*** Opening Data for this task ***

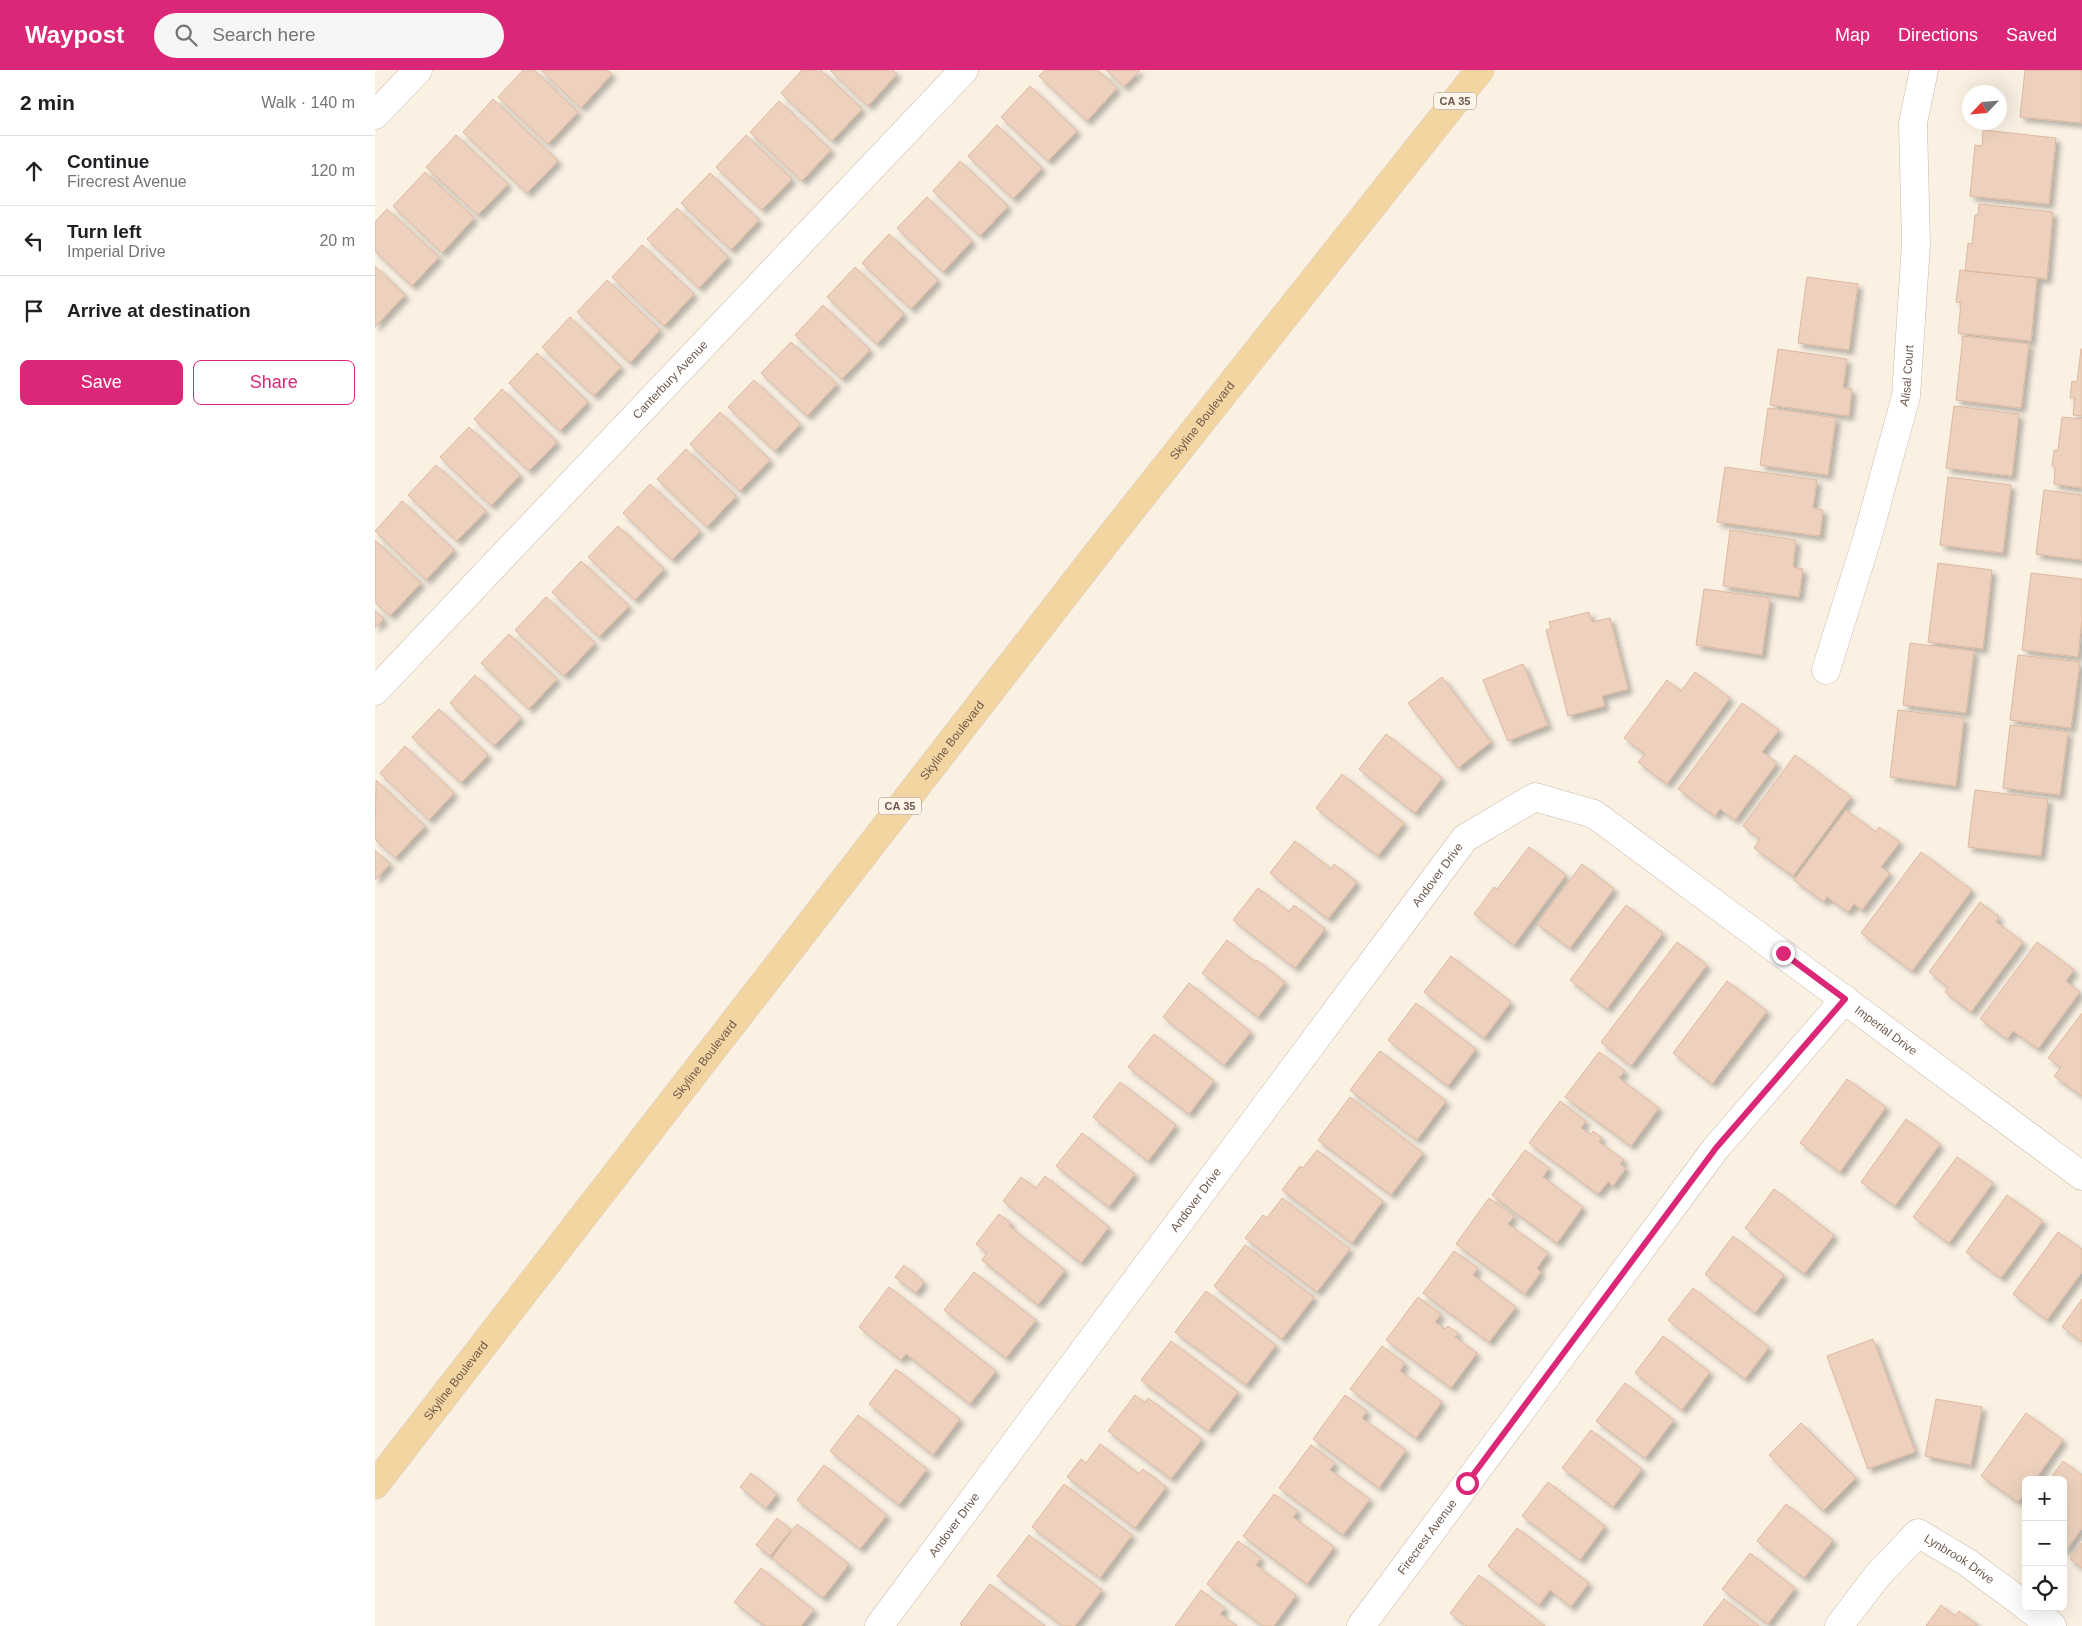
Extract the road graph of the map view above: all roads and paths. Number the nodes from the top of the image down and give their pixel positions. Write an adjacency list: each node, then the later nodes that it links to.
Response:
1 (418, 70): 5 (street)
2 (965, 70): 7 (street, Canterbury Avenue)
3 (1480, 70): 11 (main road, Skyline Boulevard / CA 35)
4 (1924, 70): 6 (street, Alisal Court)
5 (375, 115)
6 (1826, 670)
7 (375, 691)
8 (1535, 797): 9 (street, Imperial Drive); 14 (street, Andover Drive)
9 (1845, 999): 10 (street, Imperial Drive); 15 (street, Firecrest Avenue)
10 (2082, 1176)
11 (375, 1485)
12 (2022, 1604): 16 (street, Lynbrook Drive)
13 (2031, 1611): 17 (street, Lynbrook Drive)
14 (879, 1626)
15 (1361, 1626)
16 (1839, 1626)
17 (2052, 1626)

*** Closing Data for this task ***

Task brief:
Retype every record as it stands. None of the pictures should appear.

Exercise solution:
Extract the road graph of the map view above: all roads and paths. Number the nodes from the top of the image down and give their pixel positions. Write an adjacency list: each node, then the later nodes that it links to.
Response:
1 (418, 70): 5 (street)
2 (965, 70): 7 (street, Canterbury Avenue)
3 (1480, 70): 11 (main road, Skyline Boulevard / CA 35)
4 (1924, 70): 6 (street, Alisal Court)
5 (375, 115)
6 (1826, 670)
7 (375, 691)
8 (1535, 797): 9 (street, Imperial Drive); 14 (street, Andover Drive)
9 (1845, 999): 10 (street, Imperial Drive); 15 (street, Firecrest Avenue)
10 (2082, 1176)
11 (375, 1485)
12 (2022, 1604): 16 (street, Lynbrook Drive)
13 (2031, 1611): 17 (street, Lynbrook Drive)
14 (879, 1626)
15 (1361, 1626)
16 (1839, 1626)
17 (2052, 1626)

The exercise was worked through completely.